X-Foresight: A Joint Vision-Action Causal Forecasting Network via Predictive World Modeling
XPeng Inc. · Technical Report · 2026
Why predictive world modeling for VLA?
Physical world knowledge resides mainly in videos. Equipping Vision-Language-Action (VLA) models with that knowledge is fundamental for safe, generalizable planning, and predictive world modeling extracts it by forecasting future video from past observations. But naive next-frame prediction faces two challenges: video tokens are inherently low-entropy and redundant, so prediction easily collapses to trivial extrapolation; and instantaneous dynamics demand dense frames while long-term causality unfolds over long, variable horizons that dense prediction cannot efficiently cover.
X-Foresight integrates a predictive world model directly into the VLA architecture, jointly learning world modeling and real-time action control.

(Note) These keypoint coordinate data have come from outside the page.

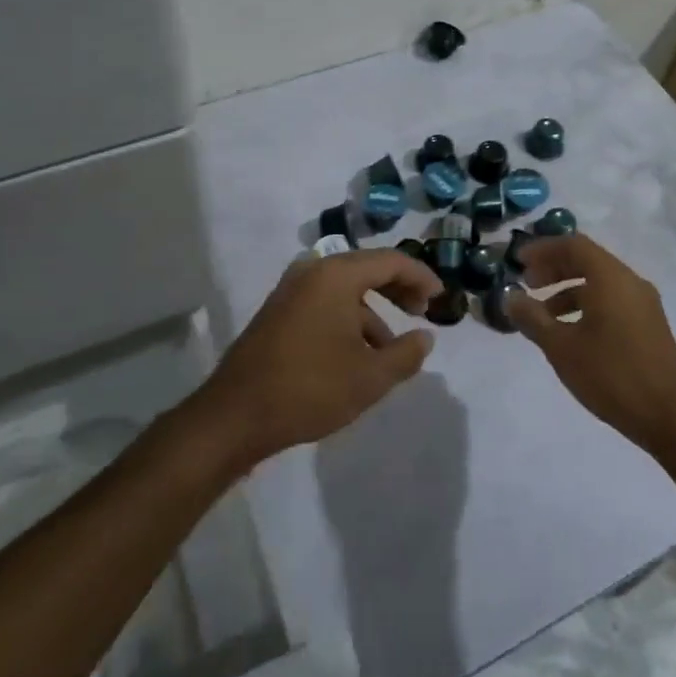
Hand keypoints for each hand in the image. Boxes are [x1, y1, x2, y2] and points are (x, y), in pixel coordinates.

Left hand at [195, 249, 440, 468]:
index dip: (421, 276)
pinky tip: (356, 356)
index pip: (391, 261)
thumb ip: (405, 354)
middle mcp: (312, 271)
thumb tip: (425, 337)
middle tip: (420, 313)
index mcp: (336, 275)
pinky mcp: (278, 311)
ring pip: (345, 289)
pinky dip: (348, 319)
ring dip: (372, 312)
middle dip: (398, 289)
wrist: (235, 415)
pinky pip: (325, 302)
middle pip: (367, 269)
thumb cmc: (309, 389)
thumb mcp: (369, 378)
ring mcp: (291, 290)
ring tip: (390, 351)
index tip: (440, 298)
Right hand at [505, 234, 675, 453]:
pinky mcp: (649, 325)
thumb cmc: (611, 375)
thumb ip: (533, 317)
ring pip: (600, 282)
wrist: (670, 417)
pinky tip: (570, 332)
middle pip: (587, 260)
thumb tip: (510, 297)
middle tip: (528, 283)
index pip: (573, 245)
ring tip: (543, 313)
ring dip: (568, 289)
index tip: (518, 261)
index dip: (542, 249)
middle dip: (554, 268)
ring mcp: (644, 304)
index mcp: (611, 278)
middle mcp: (630, 282)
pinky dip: (586, 305)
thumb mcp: (561, 347)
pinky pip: (612, 300)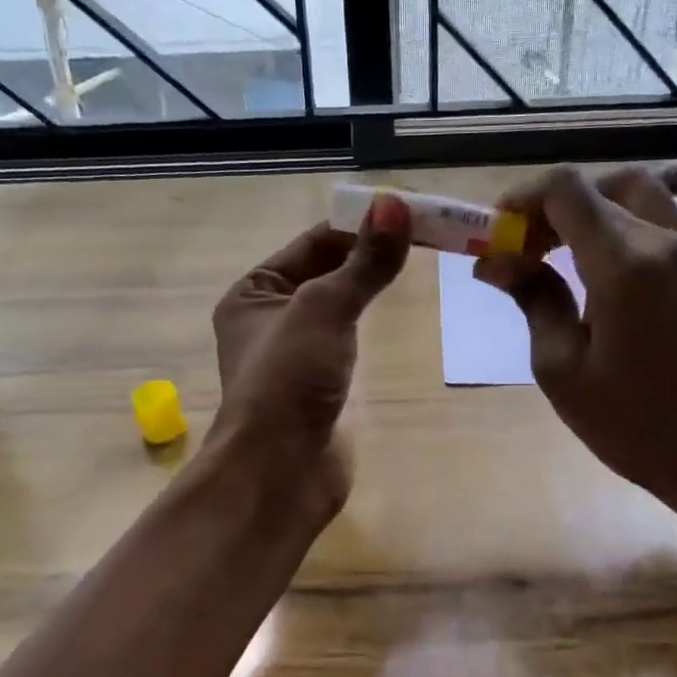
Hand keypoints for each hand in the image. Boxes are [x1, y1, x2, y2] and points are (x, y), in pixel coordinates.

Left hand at [209, 195, 411, 515]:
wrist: (279, 472)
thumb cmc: (289, 380)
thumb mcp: (325, 308)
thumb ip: (363, 261)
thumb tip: (396, 204)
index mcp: (252, 293)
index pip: (311, 243)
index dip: (357, 224)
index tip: (407, 212)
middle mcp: (267, 319)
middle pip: (325, 272)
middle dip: (367, 254)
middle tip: (424, 235)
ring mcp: (294, 355)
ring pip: (337, 307)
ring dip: (368, 287)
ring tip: (416, 263)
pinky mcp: (318, 386)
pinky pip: (346, 341)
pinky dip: (368, 324)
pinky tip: (396, 314)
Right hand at [474, 164, 676, 527]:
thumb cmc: (626, 419)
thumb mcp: (560, 366)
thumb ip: (532, 298)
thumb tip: (494, 260)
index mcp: (621, 266)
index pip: (565, 190)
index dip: (524, 199)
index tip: (501, 233)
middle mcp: (662, 241)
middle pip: (594, 188)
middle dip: (548, 209)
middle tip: (525, 251)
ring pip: (640, 185)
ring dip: (597, 197)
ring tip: (573, 235)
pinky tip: (651, 198)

Its core is a long-horizon chunk-wise auto-regressive strategy: predicting across semantically distant chunks escapes trivial extrapolation, while dense intra-chunk frames capture instantaneous dynamics and sparse inter-chunk transitions capture long-term causality — at tractable training cost. A curriculum schedule progressively extends prediction horizons to stabilize long-horizon training; temporal importance sampling concentrates supervision on safety-critical chunks; and a diffusion-based multi-view renderer restores photorealistic appearance. X-Foresight significantly outperforms VLA baselines in planning while maintaining strong generative fidelity.
Contributions
- We introduce a long-horizon chunk-wise auto-regressive strategy that leverages extended future horizons for world modeling. This design both mitigates the collapse of world-knowledge learning under naive next-frame prediction and resolves the temporal dilemma: dense intra-chunk frames allow the model to capture instantaneous dynamics, while long-horizon chunk-level prediction promotes the learning of broader world causality.

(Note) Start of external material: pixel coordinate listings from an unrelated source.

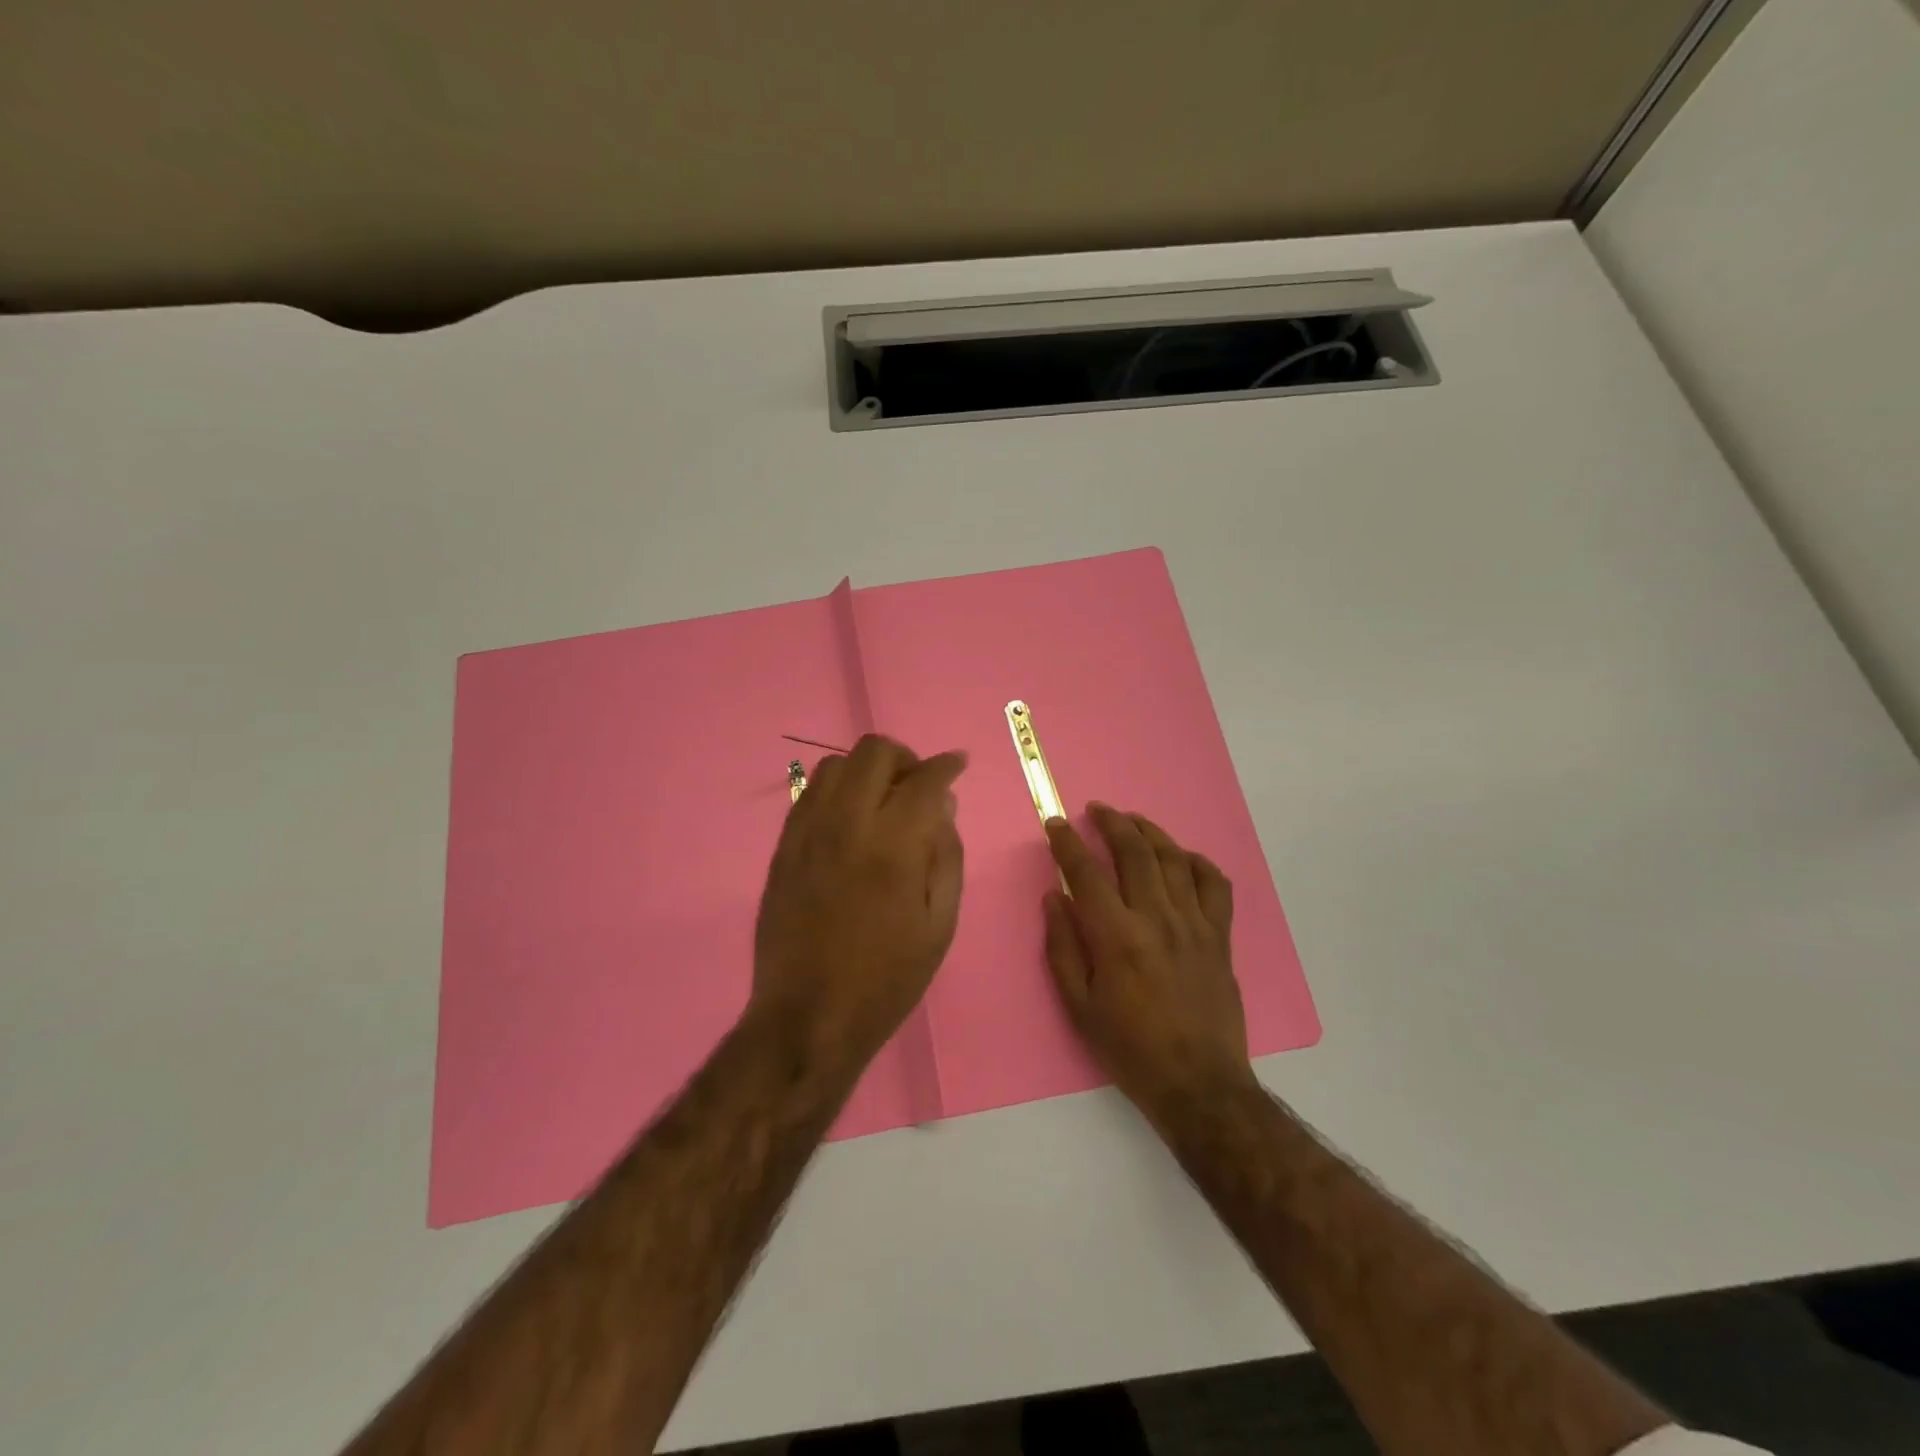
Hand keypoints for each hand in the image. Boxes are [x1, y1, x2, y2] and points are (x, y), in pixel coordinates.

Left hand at [752, 735, 966, 1072]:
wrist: (808, 1016)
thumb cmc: (886, 978)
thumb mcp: (940, 924)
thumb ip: (947, 856)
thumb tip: (943, 806)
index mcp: (894, 846)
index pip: (925, 779)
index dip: (947, 765)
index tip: (958, 764)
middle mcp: (848, 824)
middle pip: (875, 751)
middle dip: (906, 758)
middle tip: (918, 786)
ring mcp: (808, 832)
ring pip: (836, 764)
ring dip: (867, 770)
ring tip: (882, 801)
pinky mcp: (783, 847)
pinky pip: (808, 793)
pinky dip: (836, 790)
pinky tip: (849, 820)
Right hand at [1043, 804, 1256, 1123]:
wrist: (1199, 1083)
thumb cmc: (1130, 1049)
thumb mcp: (1080, 1006)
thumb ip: (1063, 947)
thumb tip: (1054, 897)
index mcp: (1117, 937)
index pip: (1086, 872)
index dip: (1067, 842)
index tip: (1055, 824)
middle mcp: (1157, 919)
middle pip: (1134, 852)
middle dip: (1111, 822)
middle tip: (1096, 810)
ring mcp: (1194, 924)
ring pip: (1173, 858)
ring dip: (1149, 832)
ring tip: (1132, 821)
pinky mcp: (1219, 935)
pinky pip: (1214, 884)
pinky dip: (1197, 862)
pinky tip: (1181, 857)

- To improve long-horizon forecasting stability and enhance policy robustness, we exploit a curriculum-based learning strategy, starting with short-horizon prediction across chunks and gradually extending to longer strides.
- We adopt temporal importance sampling, a hybrid sampling mechanism that accounts for uneven contributions of future frames to world-knowledge learning, combining random selection with importance-weighted focus on critical temporal transitions.
- The proposed method can acquire high-fidelity multi-view future images. Integration of a diffusion-based renderer into the auto-regressive pipeline is developed to reconstruct photorealistic surround-view details.
Industry-scale multi-camera driving
We built an industry-level dataset with approximately 280,000 hours of in-house driving data — 34 million clips up to 30 s each, tokenized into 13.8 T tokens. A 7-camera surround-view rig (front fisheye, front narrow, left/right front, left/right rear, rear) provides 360° coverage. Streams are stored at 12 Hz and downsampled to 4 Hz for training, balancing motion fidelity against tractable sequence length.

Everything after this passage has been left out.